Invest in Real Estate

What’s the most expensive purchase you can make in your life but gain the most significant return? Property, of course! Real estate is one of the best ways to establish and sustain financial wealth. The act of purchasing property may feel like a complete emotional roller coaster, but it can leave you flying high with outstanding equity. 

There are a few ways you can go about building your real estate portfolio. The first step is to decide what type of property you’re interested in purchasing. Single-family, multi-family, townhouse, condominium, or even land can all act as your jumping-off point. Second, find a realtor you trust. Developing a relationship with a realtor whom you trust to help educate and assist you in making a sound decision around real estate is paramount. Ask questions of each other and work together to find what you are looking for — this is your investment and your dollars being spent, and your realtor should take that seriously. Lastly, connect with a mortgage lender who can provide you with all the financial information required before taking the leap and making an offer to a seller. Your lender will be able to qualify you for a pre-approval amount based on your financial standing and be your sounding board when you have burning questions on property taxes, insurance, mortgage payment, interest rate, etc.

The last couple of years created a very interesting real estate market for both buyers and sellers. While we are now experiencing a time of increased cost of living, property owners can take solace in knowing their mortgage expense will not follow the inflation trend. Property taxes and utilities can increase in cost over time; however, your mortgage payment remains constant. When you are the renter of a property, you face the volatile game of increased rent payments or lousy landlords who, at a moment’s notice, can dictate your living situation. Why pay someone else to live in their home when you can pay yourself to live in your home? 

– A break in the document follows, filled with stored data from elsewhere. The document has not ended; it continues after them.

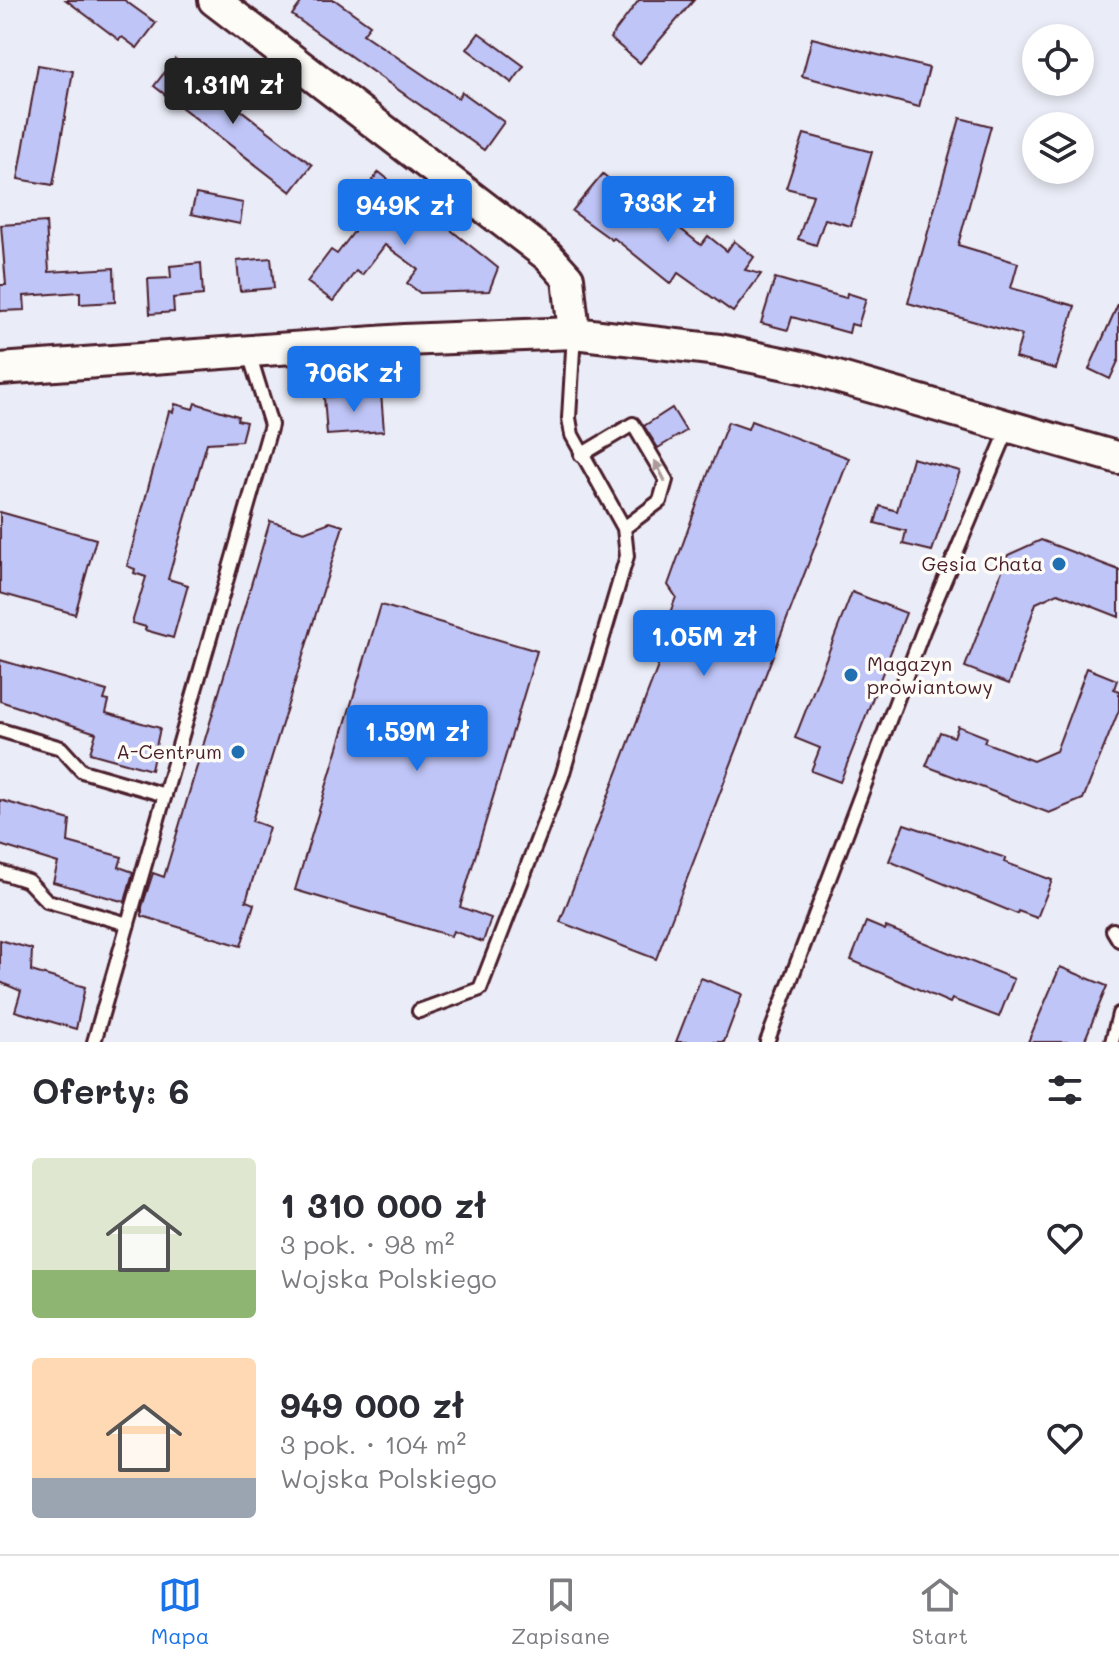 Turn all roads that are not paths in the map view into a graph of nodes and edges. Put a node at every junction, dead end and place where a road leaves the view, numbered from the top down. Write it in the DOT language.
graph roads {
  1 [pos="214,0"];
  2 [pos="574,333"];
  3 [pos="248,350"];
  4 [pos="0,369"];
  5 [pos="1009,427"];
  6 [pos="581,455"];
  7 [pos="1119,458"];
  8 [pos="624,528"];
  9 [pos="0,730"];
  10 [pos="165,795"];
  11 [pos="0,872"];
  12 [pos="128,924"];
  13 [pos="419,1011"];
  14 [pos="1119,1014"];
  15 [pos="94,1042"];
  16 [pos="767,1042"];
  17 [pos="1112,1042"];
  1 -- 2 [label="street"];
  2 -- 3 [label="street"];
  2 -- 5 [label="street"];
  2 -- 6 [label="lane"];
  3 -- 4 [label="street"];
  3 -- 10 [label="lane"];
  5 -- 7 [label="street"];
  5 -- 16 [label="lane"];
  6 -- 8 [label="lane"];
  8 -- 6 [label="lane, one-way"];
  8 -- 13 [label="lane"];
  9 -- 10 [label="lane"];
  10 -- 12 [label="lane"];
  11 -- 12 [label="lane"];
  12 -- 15 [label="lane"];
  14 -- 17 [label="lane"];
} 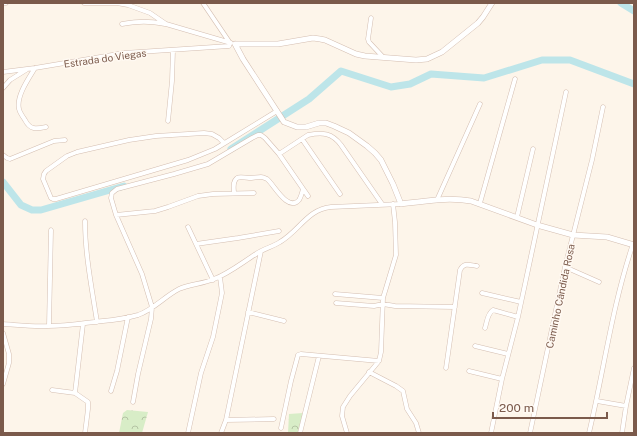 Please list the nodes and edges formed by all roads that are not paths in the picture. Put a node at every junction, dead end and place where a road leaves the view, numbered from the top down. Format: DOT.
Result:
graph roads {
  1 [pos="84,3"];
  2 [pos="203,3"];
  3 [pos="492,3"];
  4 [pos="371,18"];
  5 [pos="122,24"];
  6 [pos="166,24"];
  7 [pos="232,44"];
  8 [pos="173,50"];
  9 [pos="383,58"];
  10 [pos="35,68"];
  11 [pos="29,69"];
  12 [pos="3,72"];
  13 [pos="515,79"];
  14 [pos="3,88"];
  15 [pos="566,92"];
  16 [pos="480,104"];
  17 [pos="603,107"];
  18 [pos="277,112"];
  19 [pos="168,121"];
  20 [pos="46,127"];
  21 [pos="302,139"];
  22 [pos="65,140"];
  23 [pos="224,144"];
  24 [pos="215,149"];
  25 [pos="533,149"];
  26 [pos="279,154"];
  27 [pos="3,155"];
  28 [pos="219,158"];
  29 [pos="303,189"];
  30 [pos="234,193"];
  31 [pos="254,193"];
  32 [pos="340,194"];
  33 [pos="308,196"];
  34 [pos="437,200"];
  35 [pos="480,203"];
  36 [pos="382,204"];
  37 [pos="394,204"];
  38 [pos="401,204"];
  39 [pos="116,215"];
  40 [pos="517,217"];
  41 [pos="85,221"];
  42 [pos="537,225"];
  43 [pos="188,227"];
  44 [pos="51,230"];
  45 [pos="278,231"];
  46 [pos="573,235"];
  47 [pos="196,244"];
  48 [pos="633,245"];
  49 [pos="261,251"];
  50 [pos="478,266"];
  51 [pos="565,267"];
  52 [pos="220,277"];
  53 [pos="213,280"];
  54 [pos="599,282"];
  55 [pos="482,293"];
  56 [pos="335,294"];
  57 [pos="383,298"];
  58 [pos="521,302"];
  59 [pos="336,303"];
  60 [pos="383,304"];
  61 [pos="152,307"];
  62 [pos="455,307"];
  63 [pos="248,312"];
  64 [pos="518,316"];
  65 [pos="128,317"];
  66 [pos="97,322"];
  67 [pos="284,322"];
  68 [pos="3,324"];
  69 [pos="82,324"];
  70 [pos="49,326"];
  71 [pos="485,328"];
  72 [pos="3,333"];
  73 [pos="475,346"];
  74 [pos="508,354"];
  75 [pos="319,356"];
  76 [pos="379,361"];
  77 [pos="446,368"];
  78 [pos="634,368"];
  79 [pos="469,371"];
  80 [pos="369,372"];
  81 [pos="502,378"];
  82 [pos="3,384"];
  83 [pos="52,390"];
  84 [pos="111,390"];
  85 [pos="75,393"];
  86 [pos="596,401"];
  87 [pos="133,402"];
  88 [pos="626,406"];
  89 [pos="274,419"];
  90 [pos="226,420"];
  91 [pos="281,428"];
  92 [pos="85,433"];
  93 [pos="188,433"];
  94 [pos="222,433"];
  95 [pos="300,433"];
  96 [pos="347,433"];
  97 [pos="419,433"];
  98 [pos="491,433"];
  99 [pos="530,433"];
  100 [pos="589,433"];
  101 [pos="622,433"];
  1 -- 6 [label="street, Estrada do Viegas"];
  2 -- 7 [label="street"];
  3 -- 9 [label="street, Estrada do Viegas"];
  4 -- 9 [label="street"];
  5 -- 6 [label="street"];
  6 -- 7 [label="street, Estrada do Viegas"];
  7 -- 8 [label="street, Estrada do Viegas"];
  7 -- 9 [label="street, Estrada do Viegas"];
  7 -- 18 [label="street"];
  8 -- 10 [label="street, Estrada do Viegas"];
  8 -- 19 [label="street"];
  10 -- 11 [label="street, Estrada do Viegas"];
  10 -- 20 [label="street"];
  11 -- 12 [label="street, Estrada do Viegas"];
  11 -- 14 [label="street"];
  13 -- 35 [label="street"];
  15 -- 42 [label="street"];
  16 -- 34 [label="street"];
  17 -- 46 [label="street, Caminho Cândida Rosa"];
  18 -- 23 [label="street"];
  18 -- 38 [label="street"];
  21 -- 26 [label="street"];
  21 -- 32 [label="street"];
  21 -- 36 [label="street"];
  22 -- 27 [label="street"];
  23 -- 24 [label="street"];
  23 -- 24 [label="street"];
  24 -- 28 [label="street"];
  25 -- 40 [label="street"];
  26 -- 28 [label="street"];
  26 -- 29 [label="street"];
  28 -- 39 [label="street"];
  29 -- 30 [label="street"];
  29 -- 33 [label="street"];
  30 -- 31 [label="street"];
  30 -- 39 [label="street"];
  34 -- 35 [label="street"];
  34 -- 38 [label="street"];
  35 -- 40 [label="street"];
  36 -- 37 [label="street"];
  36 -- 49 [label="street"];
  37 -- 38 [label="street"];
  37 -- 57 [label="street"];
  39 -- 61 [label="street"];
  40 -- 42 [label="street"];
  41 -- 66 [label="street"];
  42 -- 46 [label="street"];
  42 -- 58 [label="street"];
  43 -- 47 [label="street"];
  44 -- 70 [label="street"];
  45 -- 47 [label="street"];
  46 -- 48 [label="street"];
  46 -- 51 [label="street, Caminho Cândida Rosa"];
  47 -- 53 [label="street"];
  48 -- 86 [label="street"];
  49 -- 52 [label="street"];
  49 -- 63 [label="street"];
  50 -- 62 [label="street"];
  51 -- 54 [label="street"];
  51 -- 99 [label="street, Caminho Cândida Rosa"];
  52 -- 53 [label="street"];
  52 -- 93 [label="street"];
  53 -- 61 [label="street"];
  55 -- 58 [label="street"];
  56 -- 57 [label="street"];
  57 -- 60 [label="street"];
  58 -- 64 [label="street"];
  59 -- 60 [label="street"];
  60 -- 62 [label="street"];
  60 -- 76 [label="street"];
  61 -- 65 [label="street"];
  61 -- 87 [label="street"];
  62 -- 77 [label="street"];
  63 -- 67 [label="street"];
  63 -- 90 [label="street"];
  64 -- 71 [label="street"];
  64 -- 74 [label="street"];
  65 -- 66 [label="street"];
  65 -- 84 [label="street"];
  66 -- 69 [label="street"];
  68 -- 70 [label="street"];
  69 -- 70 [label="street"];
  69 -- 85 [label="street"];
  72 -- 82 [label="street"];
  73 -- 74 [label="street"];
  74 -- 81 [label="street"];
  75 -- 76 [label="street"];
  75 -- 91 [label="street"];
  75 -- 95 [label="street"];
  76 -- 80 [label="street"];
  78 -- 88 [label="street"];
  79 -- 81 [label="street"];
  80 -- 96 [label="street"];
  80 -- 97 [label="street"];
  81 -- 98 [label="street"];
  83 -- 85 [label="street"];
  85 -- 92 [label="street"];
  86 -- 88 [label="street"];
  86 -- 100 [label="street"];
  88 -- 101 [label="street"];
  89 -- 90 [label="street"];
  90 -- 94 [label="street"];
}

If you are already a homeowner and are interested in getting into the investment game, second to your budget, consider purchase location. Where do you want to buy and later sell or lease? What area will give you the greatest return or provide a long-term lease investment? Get connected with your favorite realtor and discover up-and-coming neighborhoods, areas seeing an influx in relocations, and where economic development is on the rise. Let your Realtor and lending institution guide you on your path to assembling a robust real estate portfolio. Investment properties can provide you with the opportunity of generating a residual monthly income, which you can then allocate to other investments or simply add a little green to your wallet.